Fue una durísima jornada la de ayer para los parientes y amigos de la familia Miguel, cuyos cuatro integrantes fueron masacrados a puñaladas el jueves en su casa de Las Heras.
Es que a la mañana sepultaron en el cementerio Los Apóstoles a la madre, Mónica Miguel, a los abuelos (Alí y Sara) y al niño, Ezequiel, todos asesinados en la casa de calle San Pedro 1953 del barrio 8 de Mayo.
Y a la siesta afrontaron la ingrata tarea de limpiar a fondo esa vivienda donde se cometieron los crímenes, casa que la policía les devolvió después del mediodía y que había quedado intacta, como si el tiempo se hubiera detenido tras los ataques.
Mientras el adolescente de 13 años que incriminó de los múltiples asesinatos a Ezequiel y admitió haberlo matado en defensa propia ya está alojado en un centro psiquiátrico a cargo de la DINAF, en el velorio además del dolor de la despedida se vivieron escenas terribles con los restos del otro niño.
Algunos presentes insultaron al cuerpo de Ezequiel en el ataúd, culpándolo por los asesinatos, a pesar de que aún hay muchas dudas sobre la autoría criminal.

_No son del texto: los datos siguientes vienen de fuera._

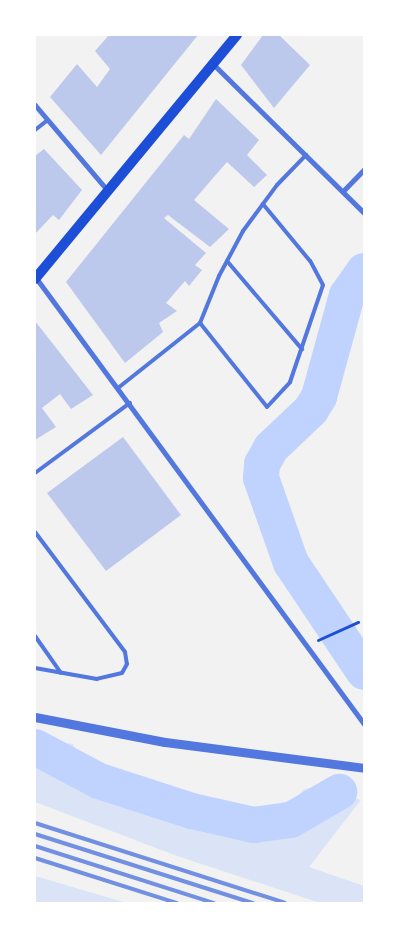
<!DOCTYPE html>
<html>
<head>
<meta charset="utf-8">
<style>
  body { margin:0 }
  #map { position:relative; width:399px; height:938px; overflow:hidden; background:#f2f2f2; font-family:Inter,sans-serif }
  div>[style] { position:absolute }
  .green>* { inset:0; background:#dbe4f7 }
  .river>* { height:36px; margin:-18px; padding:0 18px; transform-origin:18px; border-radius:18px; background:#bfd3fe }
  .building>* { inset:0; background:#bdc9ec }
  .path>* { height:3px; margin:-1.5px; padding:0 1.5px; transform-origin:1.5px; border-radius:1.5px; background:#1d4ed8 }
  .service>* { height:4px; margin:-2px; padding:0 2px; transform-origin:2px; border-radius:2px; background:#5277de }
  .minor>* { height:5px; margin:-2.5px; padding:0 2.5px; transform-origin:2.5px; border-radius:2.5px; background:#5277de }
  .tertiary>* { height:9px; margin:-4.5px; padding:0 4.5px; transform-origin:4.5px; border-radius:4.5px; background:#5277de }
  .secondary>* { height:10px; margin:-5px; padding:0 5px; transform-origin:5px; border-radius:5px; background:#1d4ed8 }
  .rail>* { height:4px; margin:-2px; padding:0 2px; transform-origin:2px; border-radius:2px; background:#7290e2 }
  span { translate:-50% -50%; white-space:nowrap; text-align:center; line-height:1.15; -webkit-text-stroke:4.5px #fff; paint-order:stroke }
  .frame { position:absolute; inset:0; border:36px solid #fff; pointer-events:none }
</style>
</head>
<body>
<div id="map">
  <div class="green">
    <div style="clip-path:polygon(35px 737px,73px 744px,81px 766px,216px 805px,254px 812px,291px 805px,304px 789px,316px 787px,361px 800px,309px 867px,364px 886px,364px 903px,320px 903px,177px 856px,35px 802px)"></div>
    <div style="clip-path:polygon(35px 876px,127px 903px,42px 903px,35px 901px)"></div>
  </div>
  <div class="river">
    <div style="left:364px;top:271px;width:29px;rotate:125deg"></div>
    <div style="left:347px;top:295px;width:106px;rotate:105.4deg"></div>
    <div style="left:319px;top:397px;width:15px;rotate:122deg"></div>
    <div style="left:311px;top:410px;width:55px;rotate:136.5deg"></div>
    <div style="left:271px;top:448px;width:18px;rotate:119deg"></div>
    <div style="left:262px;top:464px;width:14px;rotate:94deg"></div>
    <div style="left:261px;top:478px;width:90px;rotate:70.6deg"></div>
    <div style="left:291px;top:563px;width:131px;rotate:56.2deg"></div>
    <div style="left:35px;top:747px;width:72px;rotate:28deg"></div>
    <div style="left:99px;top:781px;width:98px;rotate:17.9deg"></div>
    <div style="left:192px;top:811px;width:64px;rotate:12.7deg"></div>
    <div style="left:254px;top:825px;width:37px;rotate:-8deg"></div>
    <div style="left:291px;top:820px;width:56px;rotate:-30.3deg"></div>
  </div>
  <div class="building">
    <div style="clip-path:polygon(109px 35px,198px 35px,101px 155px,50px 97px,77px 64px,97px 87px,110px 69px,95px 51px)"></div>
    <div style="clip-path:polygon(263px 35px,279px 35px,310px 65px,274px 108px,241px 65px)"></div>
    <div style="clip-path:polygon(216px 99px,259px 140px,247px 155px,267px 175px,254px 187px,227px 162px,194px 200px,229px 229px,210px 247px,168px 215px,164px 218px,206px 253px,195px 265px,202px 270px,189px 286px,185px 281px,166px 303px,177px 311px,159px 323px,163px 332px,125px 363px,66px 282px,184px 135px,189px 139px)"></div>
    <div style="clip-path:polygon(44px 149px,82px 190px,59px 220px,53px 215px,35px 234px,35px 156px)"></div>
    <div style="clip-path:polygon(35px 321px,93px 395px,71px 409px,60px 394px,42px 408px,56px 427px,35px 440px)"></div>
    <div style="clip-path:polygon(123px 437px,181px 515px,106px 571px,47px 493px)"></div>
  </div>
  <div class="path">
    <div style="left:318px;top:640px;width:44px;rotate:-24.2deg"></div>
  </div>
  <div class="service">
    <div style="left:35px;top:130px;width:16px;rotate:-38deg"></div>
    <div style="left:227px;top:261px;width:116px;rotate:49.6deg"></div>
    <div style="left:200px;top:323px;width:107px;rotate:51.4deg"></div>
    <div style="left:267px;top:407px;width:34px;rotate:-47deg"></div>
    <div style="left:290px;top:382px;width:102px;rotate:-71.2deg"></div>
    <div style="left:323px;top:285px;width:27px;rotate:-118deg"></div>
    <div style="left:310px;top:261px;width:74px;rotate:-129.5deg"></div>
    <div style="left:118px;top:388px;width:105px;rotate:-38.4deg"></div>
    <div style="left:200px;top:323px;width:51px;rotate:-68deg"></div>
    <div style="left:219px;top:276px;width:51px;rotate:-61.9deg"></div>
    <div style="left:243px;top:231px;width:57px;rotate:-53.5deg"></div>
    <div style="left:277px;top:185px;width:42px;rotate:-46deg"></div>
    <div style="left:35px;top:473px;width:118px;rotate:-36.4deg"></div>
    <div style="left:35px;top:532px;width:150px;rotate:53.1deg"></div>
    <div style="left:125px;top:652px;width:12px;rotate:81deg"></div>
    <div style="left:127px;top:664px;width:10px;rotate:119deg"></div>
    <div style="left:122px;top:673px;width:26px;rotate:167deg"></div>
    <div style="left:97px;top:679px;width:63px;rotate:-169.9deg"></div>
    <div style="left:35px;top:636px;width:45px;rotate:54.9deg"></div>
  </div>
  <div class="minor">
    <div style="left:213px;top:64px;width:212px;rotate:44.6deg"></div>
    <div style="left:35px;top:105px;width:113px;rotate:49.7deg"></div>
    <div style="left:343px;top:191px;width:30px;rotate:-46deg"></div>
    <div style="left:36px;top:278px;width:554px;rotate:53.67deg"></div>
  </div>
  <div class="tertiary">
    <div style="left:35px;top:717px;width:132px;rotate:10.9deg"></div>
    <div style="left:165px;top:742px;width:201px;rotate:7.4deg"></div>
  </div>
  <div class="secondary">
    <div style="left:35px;top:279px;width:317px;rotate:-50.4deg"></div>
  </div>
  <div class="rail">
    <div style="left:35px;top:823px;width:262px;rotate:17.7deg"></div>
    <div style="left:35px;top:834px;width:229px;rotate:17.6deg"></div>
    <div style="left:35px;top:846px;width:188px;rotate:17.7deg"></div>
    <div style="left:35px;top:858px;width:149px;rotate:17.6deg"></div>
  </div>
  <div class="frame"></div>
</div>
</body>
</html>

En el lugar sobrevino además el reproche de los parientes de Ezequiel a, situación que desmintieron.
A la tarde afrontaron una casa que aun conservaba los signos de la masacre en los pisos, en las paredes y en el desorden que dejó la muerte.
“No tenía esquizofrenia”
Mientras estaban en esa faena, parientes de la familia aseveraron a Diario UNO que “Ezequiel no tenía esquizofrenia”No sólo lo negaron sino que además mostraron un estudio médico, una resonancia magnética, que le hicieron al menor el 21 de noviembre pasado en la Fuesmen y cuya conclusión dice que “los resultados de la resonancia cerebral están dentro de los límites normales”.Una de sus primas aclaró: “No tenía esa enfermedad , tenía problemas de conducta porque fue un niño criado con mucha permisividad por mi tía, sin límites, entonces era muy caprichoso. Sus crisis eran porque quería cumplir sus caprichos. En la escuela empezó a mostrar problemas de conducta normales y lo derivaron a un psiquiatra que le dio una medicación porque era muy hiperquinético”.
La resonancia cerebral sin embargo no permite diagnosticar una esquizofrenia, tal cual lo explicó el psiquiatra Benigno Gutiérrez (ver página 29) pero sugirió en diálogo con Diario UNO que “por las características que describe del niño es muy difícil que la haya padecido porque los esquizofrénicos tienden a la abulia, que es lo contrario de la hiperquinesis, y muestran una alta tasa de suicidios pero no de criminalidad”, poniendo así en duda que padeciera ese cuadro psiquiátrico.
Las dudas que aquejan
Algunos vecinos amigos de la familia que ayudaron ayer a la limpieza general de la casa descartan que Ezequiel haya matado a su mamá y sus abuelos como lo incrimina su amigo de 13.“Era reflaquito y bajo. ¿Usted cree que un niño así puede arrastrar hasta la cocina (tramo de unos 10 metros) a don Alí (el abuelo asesinado), que medía casi 1,90 metros?”, expresó un allegado a la casa.
También señalaron que más allá de los berrinches habituales Ezequiel “era un niño que adoraba a su mamá (Mónica Miguel) que lo había adoptado cuando tenía ocho meses, que sabía que lo era y lo sobrellevaba sin problemas”.
Cabe recordar que Ezequiel a pesar de ser culpado de la masacre por su vecino de 13 años terminó muerto con más de 10 puñaladas y un corte en el cuello.
En cambio, el de 13 no tiene puñaladas, sólo un tajo y siendo testigo dio tres versiones distintas de lo que ocurrió en esa casa el jueves.